Facial tissue, continued

In the last post we saw the potential of facial tissue -- that most seemingly innocent of household items -- to tempt otherwise law-abiding citizens to a life of crime, by inciting them to use it "in a manner inconsistent with its labeling." There is another troubling aspect to certain facial tissues that are labeled "anti-viral," which according to one box have "three soft layers, including a moisture-activated middle layer that kills 99.9% of cold and flu viruses in the tissue within 15 minutes." The box lists the particular viruses the product is effective against, and none of them are ever the one you have, and in fact the viruses listed have not been detected in any human being since the days of Enoch, who walked with God and then was seen no more because God took him, although he did leave behind his favorite box of facial tissue.

But the troubling aspect of these anti-viral tissues is that part about the moisture-activated middle layer, with its promise of annihilating viruses in 15 minutes. Might not the assurance of death to viruses encourage some risky behavior on the part of individuals who like to engage in risky behavior, such as sharing facial tissues? Picture two individuals, of questionable repute, in a dimly lit alley:

First risky individual (in low, guttural tones): Hey, man, have my facial tissue.
Second risky individual
(glancing around furtively): Uh, you sure it's safe?
First
risky individual: Of course. It's got a moisture-activated middle layer that kills the viruses. They're history, dude.
Second
risky individual (nervously): Well, okay.

But of course these individuals will not read the list of affected viruses -- none of which they will have anyway -- and thus will begin the lightning-quick spread of some dread supervirus, unchecked and unaffected by all the anti-viral facial tissues we can throw at it, and after the supervirus has spread through the risky-behavior community it will go on to infect the ranks of those whose only risky behavior is to use facial tissue occasionally to clean their glasses, leading ultimately to the conquering of the human race by killer viruses and smudgy eyeglasses.

Lest we fall into despair at this grim prospect, we leave you with a cheerful little jingle, taken directly from a certain box of facial tissues and which I had nothing to do with writing, although if I had, it is quite probable that I would not admit it.
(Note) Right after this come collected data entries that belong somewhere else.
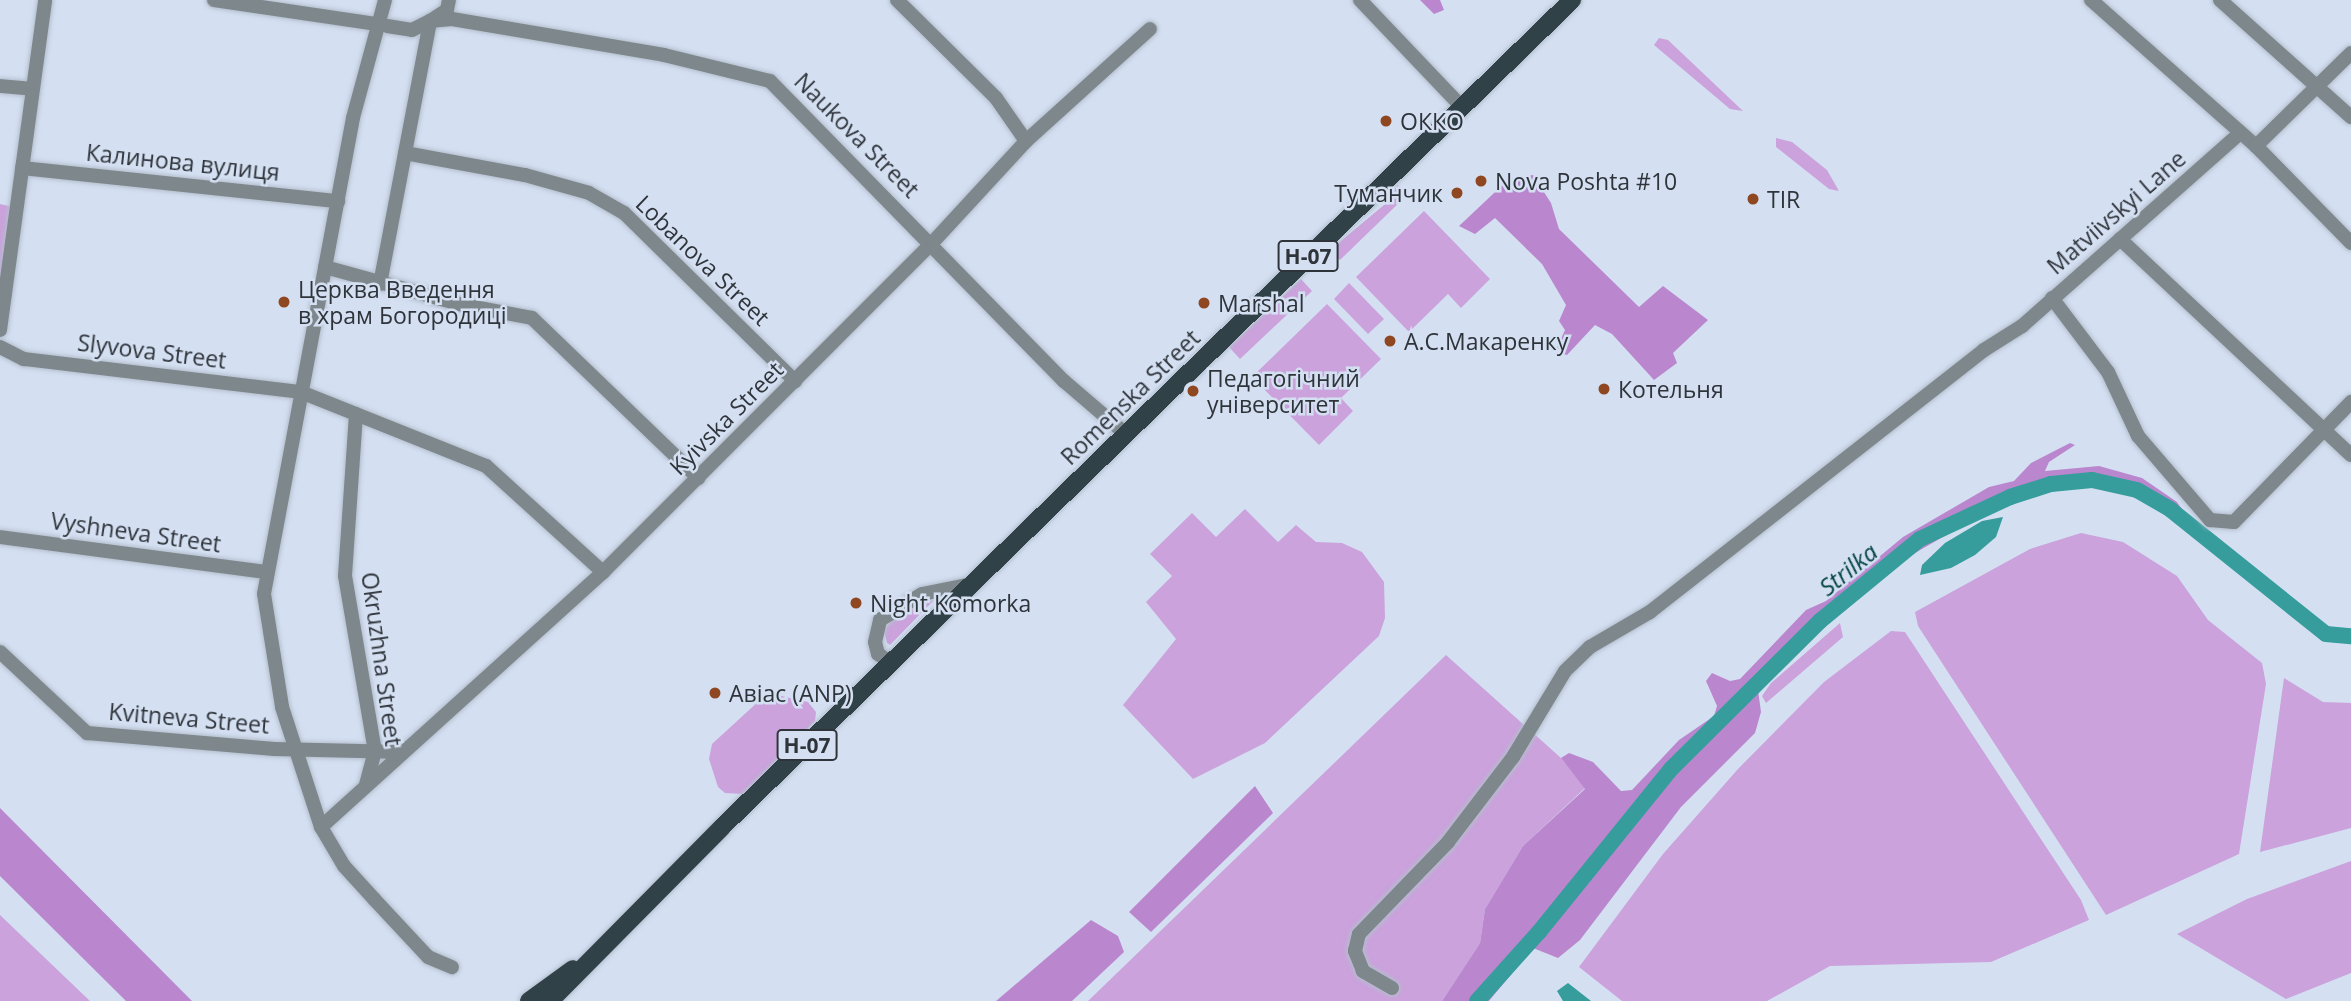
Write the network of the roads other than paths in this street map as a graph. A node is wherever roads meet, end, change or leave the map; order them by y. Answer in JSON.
{"nodes":[{"id":1,"x":45,"y":0,"type":"edge"},
{"id":2,"x":214,"y":0,"type":"edge"},
{"id":3,"x":385,"y":0,"type":"edge"},
{"id":4,"x":449,"y":0,"type":"edge"},
{"id":5,"x":897,"y":0,"type":"edge"},
{"id":6,"x":1360,"y":0,"type":"edge"},
{"id":7,"x":1572,"y":0,"type":"edge"},
{"id":8,"x":2091,"y":0,"type":"edge"},
{"id":9,"x":2220,"y":0,"type":"edge"},
{"id":10,"x":430,"y":21,"type":"junction"},
{"id":11,"x":382,"y":25,"type":"junction"},
{"id":12,"x":1150,"y":29,"type":"dead end"},
{"id":13,"x":2351,"y":53,"type":"edge"},
{"id":14,"x":0,"y":86,"type":"edge"},
{"id":15,"x":2318,"y":86,"type":"junction"},
{"id":16,"x":32,"y":89,"type":"junction"},
{"id":17,"x":1461,"y":106,"type":"junction"},
{"id":18,"x":2351,"y":117,"type":"edge"},
{"id":19,"x":2240,"y":133,"type":"junction"},
{"id":20,"x":1026,"y":141,"type":"junction"},
{"id":21,"x":2256,"y":146,"type":"junction"},
{"id":22,"x":405,"y":153,"type":"junction"},
{"id":23,"x":22,"y":168,"type":"junction"},
{"id":24,"x":338,"y":201,"type":"junction"},
{"id":25,"x":2120,"y":239,"type":"junction"},
{"id":26,"x":932,"y":243,"type":"junction"},
{"id":27,"x":2351,"y":243,"type":"edge"},
{"id":28,"x":325,"y":267,"type":"junction"},
{"id":29,"x":380,"y":284,"type":"junction"},
{"id":30,"x":2052,"y":298,"type":"junction"},
{"id":31,"x":0,"y":330,"type":"edge"},
{"id":32,"x":0,"y":347,"type":"edge"},
{"id":33,"x":795,"y":381,"type":"junction"},
{"id":34,"x":301,"y":391,"type":"junction"},
{"id":35,"x":2351,"y":401,"type":"edge"},
{"id":36,"x":356,"y":414,"type":"junction"},
{"id":37,"x":2324,"y":430,"type":"junction"},
{"id":38,"x":1127,"y":436,"type":"junction"},
{"id":39,"x":2351,"y":455,"type":"edge"},
{"id":40,"x":698,"y":478,"type":"junction"},
{"id":41,"x":0,"y":537,"type":"edge"},
{"id":42,"x":265,"y":572,"type":"junction"},
{"id":43,"x":603,"y":572,"type":"junction"},
{"id":44,"x":973,"y":584,"type":"junction"},
{"id":45,"x":0,"y":652,"type":"edge"},
{"id":46,"x":891,"y":663,"type":"junction"},
{"id":47,"x":294,"y":748,"type":"junction"},
{"id":48,"x":375,"y":751,"type":"junction"},
{"id":49,"x":403,"y":752,"type":"junction"},
{"id":50,"x":366,"y":785,"type":"junction"},
{"id":51,"x":321,"y":827,"type":"junction"},
{"id":52,"x":585,"y":962,"type":"junction"},
{"id":53,"x":452,"y":968,"type":"dead end"},
{"id":54,"x":1392,"y":988,"type":"dead end"},
{"id":55,"x":528,"y":1001,"type":"edge"},
{"id":56,"x":550,"y":1001,"type":"edge"}],
"edges":[{"from":1,"to":16,"type":"street"},
{"from":2,"to":11,"type":"street","name":"Naukova Street"},
{"from":3,"to":11,"type":"street"},
{"from":4,"to":10,"type":"street"},
{"from":5,"to":20,"type":"street"},
{"from":6,"to":17,"type":"street"},
{"from":7,"to":17,"type":"main road","name":"Romenska Street","number":"Н-07"},
{"from":8,"to":19,"type":"street"},
{"from":9,"to":15,"type":"street"},
{"from":10,"to":11,"type":"street","name":"Naukova Street"},
{"from":10,"to":22,"type":"street"},
{"from":10,"to":26,"type":"street","name":"Naukova Street"},
{"from":11,"to":24,"type":"street"},
{"from":12,"to":20,"type":"street","name":"Kyivska Street"},
{"from":13,"to":15,"type":"street"},
{"from":14,"to":16,"type":"street"},
{"from":15,"to":18,"type":"street"},
{"from":15,"to":21,"type":"street"},
{"from":16,"to":23,"type":"street"},
{"from":17,"to":38,"type":"main road","name":"Romenska Street","number":"Н-07"},
{"from":19,"to":21,"type":"street"},
{"from":19,"to":25,"type":"street","name":"Matviivskyi Lane"},
{"from":20,"to":26,"type":"street","name":"Kyivska Street"},
{"from":21,"to":27,"type":"street"},
{"from":22,"to":29,"type":"street"},
{"from":22,"to":33,"type":"street","name":"Lobanova Street"},
{"from":23,"to":24,"type":"street","name":"Калинова вулиця"},
{"from":23,"to":31,"type":"street"},
{"from":24,"to":28,"type":"street"},
{"from":25,"to":30,"type":"street","name":"Matviivskyi Lane"},
{"from":25,"to":37,"type":"street"},
{"from":26,"to":33,"type":"street","name":"Kyivska Street"},
{"from":26,"to":38,"type":"street","name":"Naukova Street"},
{"from":28,"to":29,"type":"street"},
{"from":28,"to":34,"type":"street"},
{"from":29,"to":40,"type":"street"},
{"from":30,"to":37,"type":"street"},
{"from":30,"to":54,"type":"street","name":"Matviivskyi Lane"},
{"from":32,"to":34,"type":"street","name":"Slyvova Street"},
{"from":33,"to":40,"type":"street","name":"Kyivska Street"},
{"from":34,"to":36,"type":"street","name":"Slyvova Street"},
{"from":34,"to":42,"type":"street"},
{"from":35,"to":37,"type":"street"},
{"from":36,"to":43,"type":"street","name":"Slyvova Street"},
{"from":36,"to":48,"type":"street","name":"Okruzhna Street"},
{"from":37,"to":39,"type":"street"},
{"from":38,"to":44,"type":"main road","name":"Romenska Street","number":"Н-07"},
{"from":40,"to":43,"type":"street","name":"Kyivska Street"},
{"from":41,"to":42,"type":"street","name":"Vyshneva Street"},
{"from":42,"to":47,"type":"street"},
{"from":43,"to":49,"type":"street","name":"Kyivska Street"},
{"from":44,"to":46,"type":"main road","name":"Romenska Street","number":"Н-07"},
{"from":44,"to":46,"type":"street"},
{"from":45,"to":47,"type":"street","name":"Kvitneva Street"},
{"from":46,"to":52,"type":"main road","name":"Romenska Street","number":"Н-07"},
{"from":47,"to":48,"type":"street","name":"Kvitneva Street"},
{"from":47,"to":51,"type":"street"},
{"from":48,"to":49,"type":"street","name":"Kvitneva Street"},
{"from":48,"to":50,"type":"street","name":"Okruzhna Street"},
{"from":49,"to":50,"type":"street","name":"Kyivska Street"},
{"from":50,"to":51,"type":"street","name":"Kyivska Street"},
{"from":51,"to":53,"type":"street"},
{"from":52,"to":55,"type":"main road","number":"Н-07"},
{"from":52,"to":56,"type":"main road","number":"Н-07"}]}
"Don't be bashful. Don't be shy. It's time to unabashedly _____ (here we have a phrase that is trademarked, and thus I will not reproduce it. Suffice to say that it means the opposite of "hold it in").

"So be messy. Be imperfect. Be liberated and free. Be what you are. Be human (Are they suggesting this is different from "Be what you are?"). Blow it loud and blow it proud!"

Just make sure you are blowing an approved virus.